By Denise Williams | News & Views
That pulmonary rehabilitation has been undervalued since becoming a covered Medicare benefit is no secret in payer and provider communities. However, programs may not realize until it’s too late how the cycle of under-billing and under-payment can leave them in a precarious financial position within their hospitals. If they’re seen as a strain on the bottom line, PR services may be vulnerable when times get tight and the budget axe falls, warns Chris Garvey, FNP, MSN, MAACVPR, who’s already caught wind of some program closures in the United States.
As chair of an American Thoracic Society working group with representation from AACVPR and other national organizations and clinical stakeholders, she’s honored to be part of a mission to improve PR awareness, access and reimbursement. A major piece of progress on that front, Garvey shares, comes gift-wrapped from a group of high-profile study authors. Their research, showing for the first time that pulmonary rehab is not only cost-effective but cost-saving, promises to open eyes to the true value of the specialty and, hopefully, open doors to lasting change.
Billion-Dollar Boon
Christopher L. Mosher, MD, MHS, of Duke Clinical Research Institute served as lead investigator for the analysis. Previously published work had demonstrated a clear survival benefit in Medicare beneficiaries who initiated PR within 90 days of discharge for a COPD hospitalization. Mosher’s team subsequently scrutinized similar data from a cost-benefit standpoint. What they calculated, Garvey reports, was cost savings of approximately $5,700 per patient over their lifetime, based on fewer hospitalizations and skilled nursing facility days among those who participated in pulmonary rehab. These savings are realized within the first year; and while longer survival among pulmonary rehab participates attenuates the lifetime savings, pulmonary rehab remained a significant cost-saving intervention. “The takeaway message is that if all Medicare beneficiaries with COPD who were appropriate for pulmonary rehabilitation received it following a COPD admission, Medicare could save more than $1 billion annually,” Garvey says, in summary.

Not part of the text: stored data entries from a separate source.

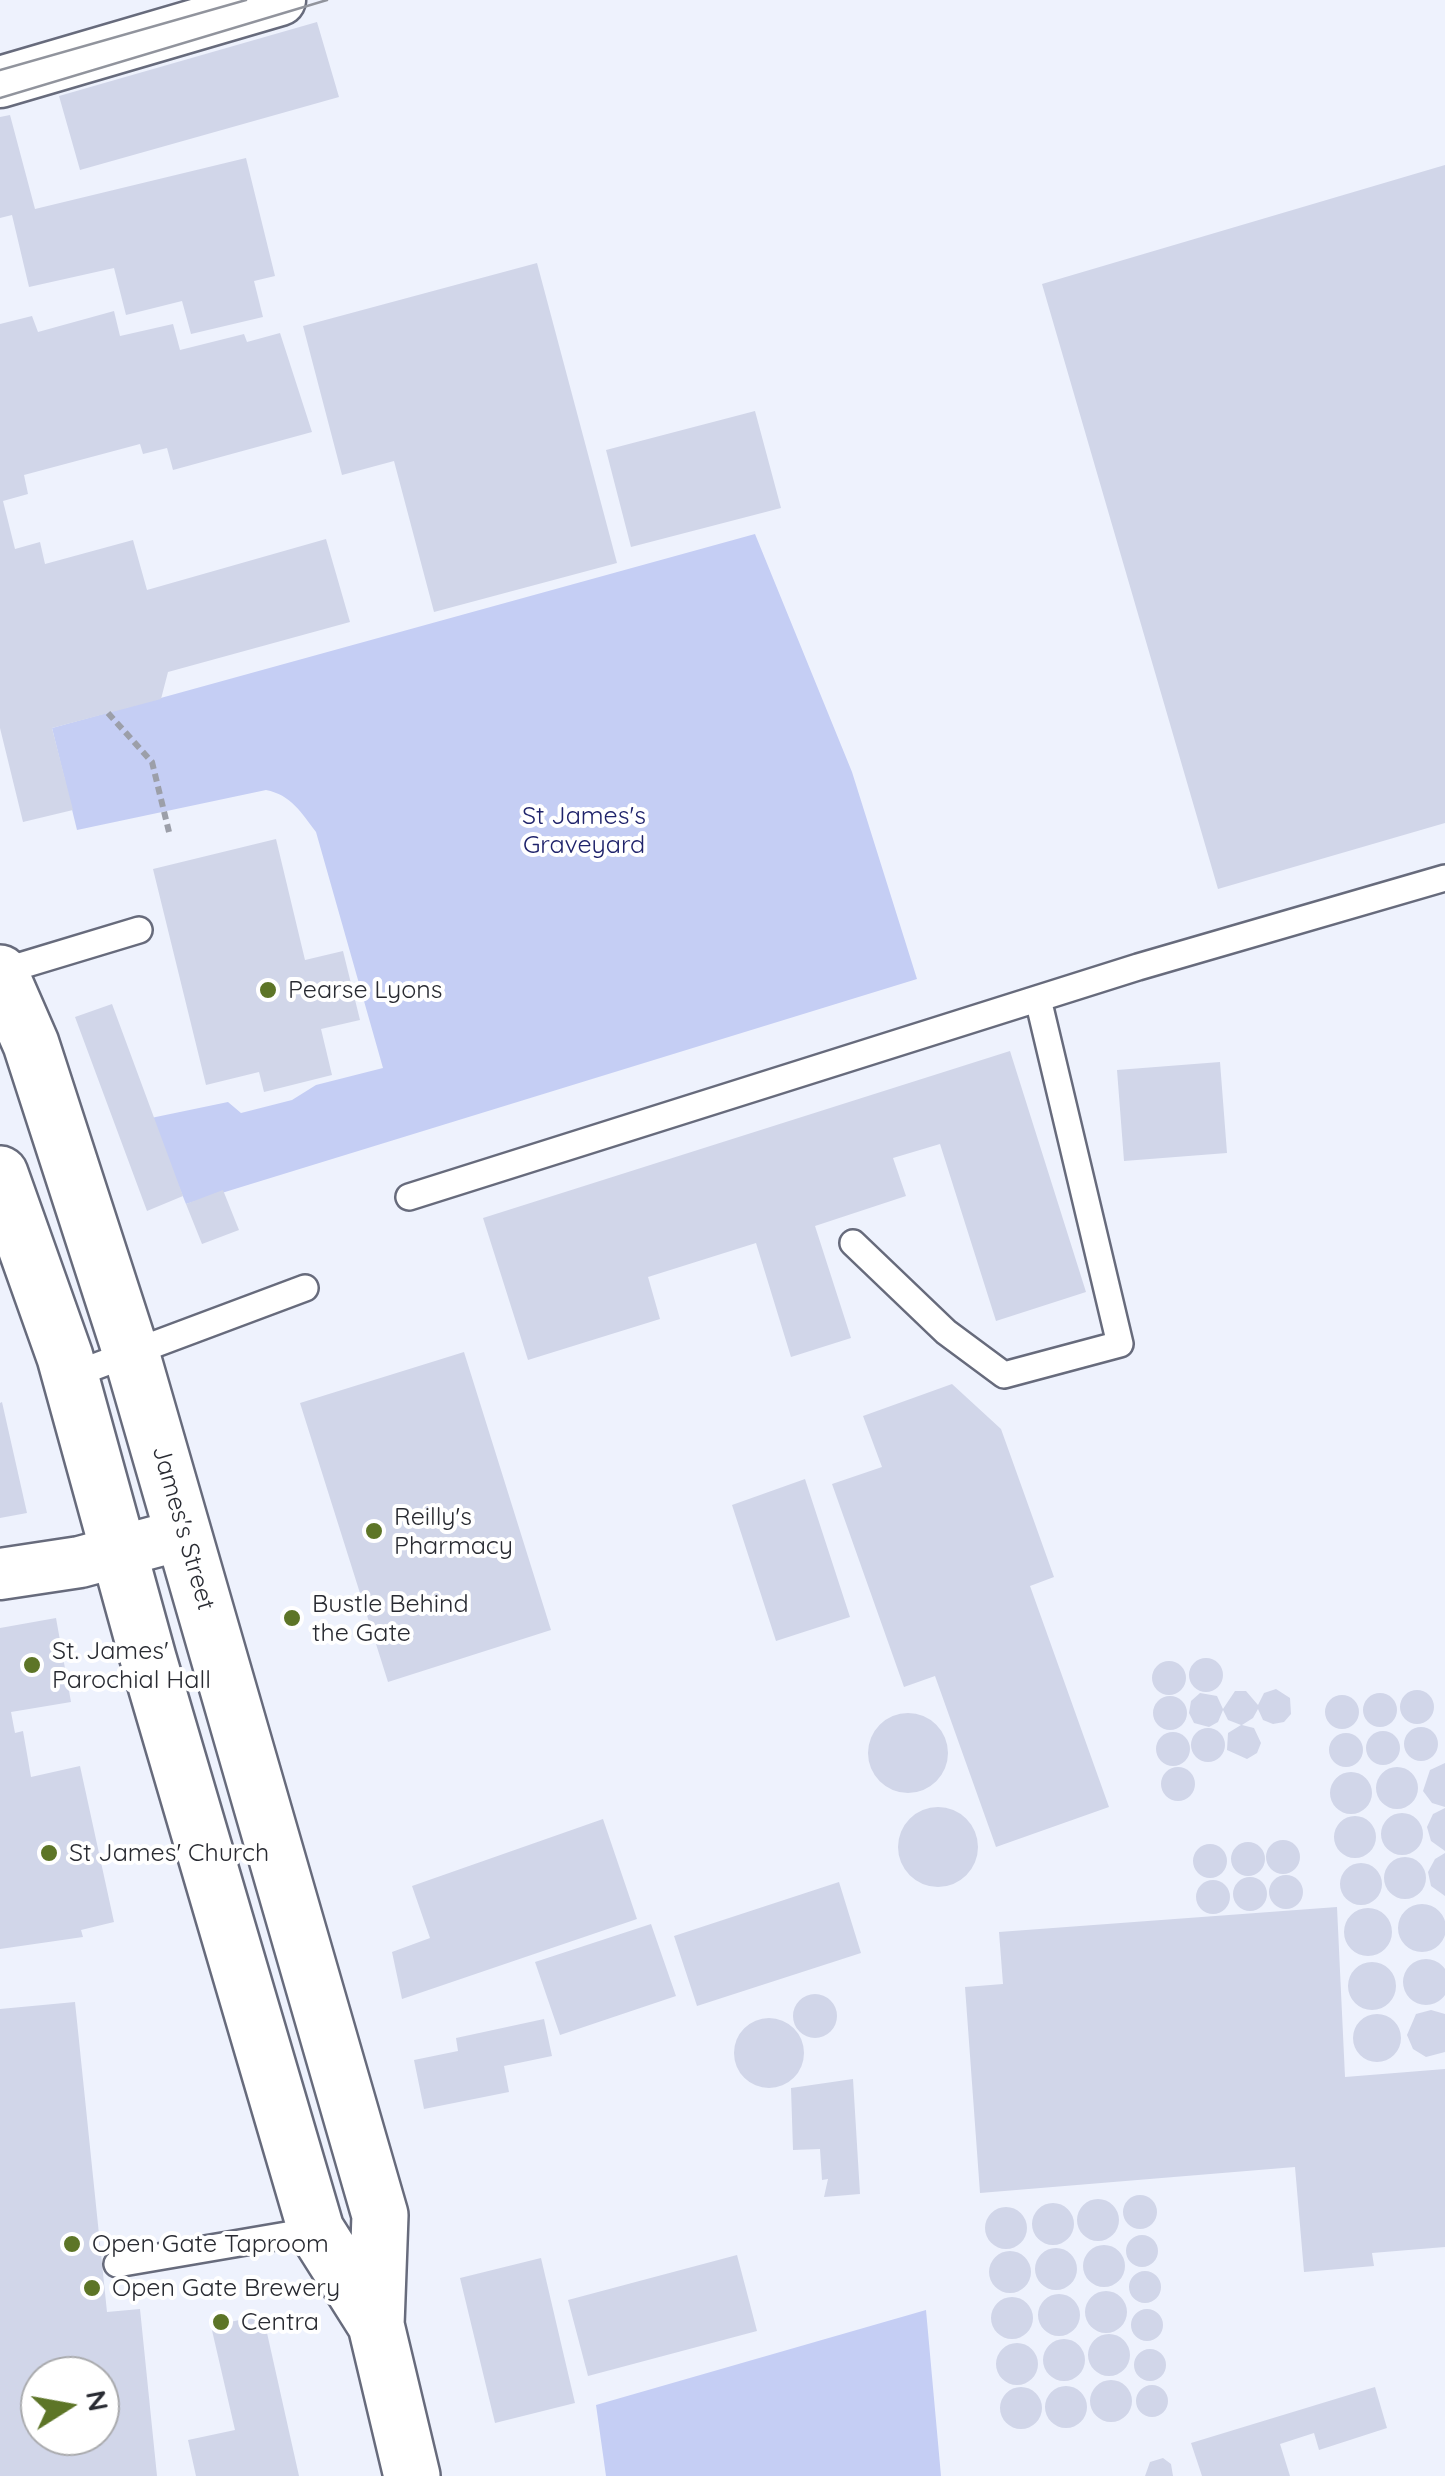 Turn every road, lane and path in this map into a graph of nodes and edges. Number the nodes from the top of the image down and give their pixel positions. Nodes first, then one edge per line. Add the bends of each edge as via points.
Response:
1 (280, 0) edge
2 (0, 82) edge
3 (108, 713) dead end
4 (169, 832) dead end
5 (1445, 878) edge
6 (139, 930) dead end
7 (0, 973) edge
8 (1038, 999) junction
9 (0, 1174) edge
10 (409, 1197) dead end
11 (853, 1243) dead end
12 (305, 1288) dead end
13 (132, 1356) junction
14 (70, 1376) junction
15 (184, 1534) junction
16 (118, 1553) junction
17 (0, 1574) edge
18 (316, 2230) junction
19 (118, 2264) dead end
20 (376, 2325) junction
21 (412, 2476) edge

1 - 2 street
3 - 4 path via 152,762
5 - 8 lane
6 - 7 lane
7 - 13 main road, James's Street via 31,1044
8 - 10 lane
8 - 11 lane via 1120,1344 1004,1375 946,1332
9 - 14 main road, James's Street
12 - 13 lane
13 - 14 lane
13 - 15 main road, James's Street
14 - 16 main road, James's Street
15 - 16 street
15 - 20 main road, James's Street via 380,2215
16 - 17 street
16 - 18 main road, James's Street
18 - 19 lane
18 - 20 main road, James's Street
20 - 21 main road, James's Street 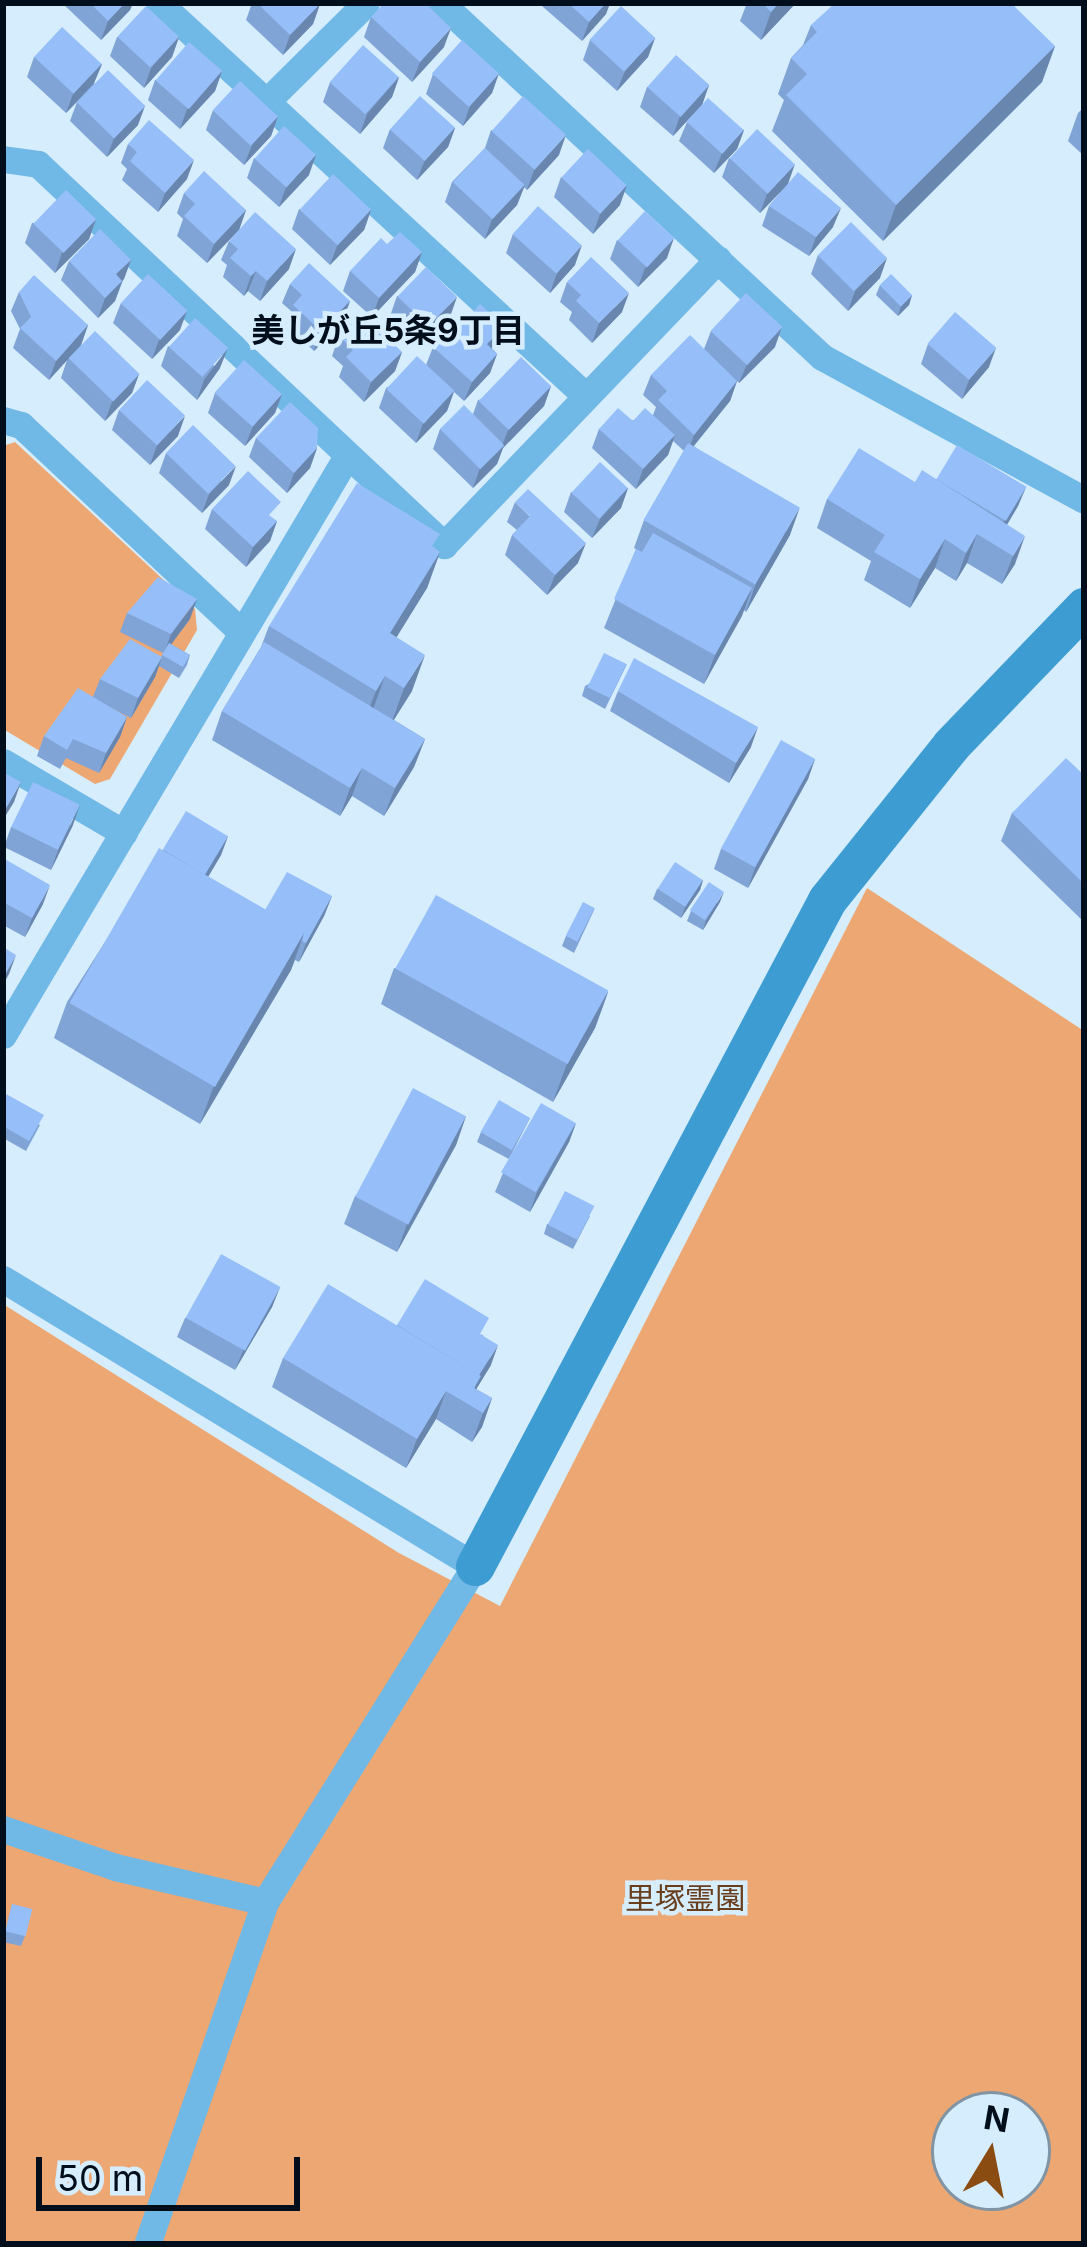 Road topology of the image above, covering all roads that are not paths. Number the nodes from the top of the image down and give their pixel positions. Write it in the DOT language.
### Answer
graph roads {
  1 [pos="159,3"];
  2 [pos="366,3"];
  3 [pos="441,3"];
  4 [pos="269,99"];
  5 [pos="3,159"];
  6 [pos="718,259"];
  7 [pos="586,396"];
  8 [pos="3,420"];
  9 [pos="347,456"];
  10 [pos="1084,500"];
  11 [pos="1084,607"];
  12 [pos="239,630"];
  13 [pos="3,762"];
  14 [pos="124,833"];
  15 [pos="3,1035"];
  16 [pos="3,1279"];
  17 [pos="475,1566"];
  18 [pos="3,1829"];
  19 [pos="266,1902"];
  20 [pos="147,2244"];
  1 -- 4 [label="street"];
  2 -- 4 [label="street"];
  3 -- 6 [label="street"];
  4 -- 7 [label="street"];
  5 -- 9 [label="street"];
  6 -- 7 [label="street"];
  6 -- 10 [label="street"];
  7 -- 9 [label="street"];
  8 -- 12 [label="street"];
  9 -- 12 [label="street"];
  11 -- 17 [label="street"];
  12 -- 14 [label="street"];
  13 -- 14 [label="street"];
  14 -- 15 [label="street"];
  16 -- 17 [label="street"];
  17 -- 19 [label="street"];
  18 -- 19 [label="street"];
  19 -- 20 [label="street"];
}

As an example, she notes that PR programs are paid about $57 per hour of rehab but, according to the research, charges as high as $170 per hour would still represent a cost savings. “It’s another strong suggestion that we’re significantly undercharging for pulmonary rehabilitation,” she emphasizes.
The unfavorable payment trend is prevalent across the discipline, Garvey notes, even though pulmonary rehab represents a highly complex model of care that caters to a clinically challenging clientele. These patients are frequently frail and often require treatment with oxygen, she explains; and those with COPD tend to bear a high burden of comorbidities, including cardiac trouble and lung cancer risk. Coupled with that fact that only about 3% of patients who should receive PR actually do, Garvey laments that “we’re under-dosing a treatment that is one of the most, if not the most, effective treatment for improving function, symptoms and quality of life in COPD.”
Catalyst for Change?
Garvey and other pulmonary rehab advocates envision Mosher et al’s findings as a wake-up call for Medicare, whose fee-for-service model currently pays for charges rather than for effective care that produces favorable outcomes and cost savings. “We hope these results may help elevate awareness that there are opportunities for cost savings that also represent effective care in a large population of patients – 24 million Americans,” she proposes. Savings in the neighborhood of $1 billion represent “a very strong endorsement,” she adds.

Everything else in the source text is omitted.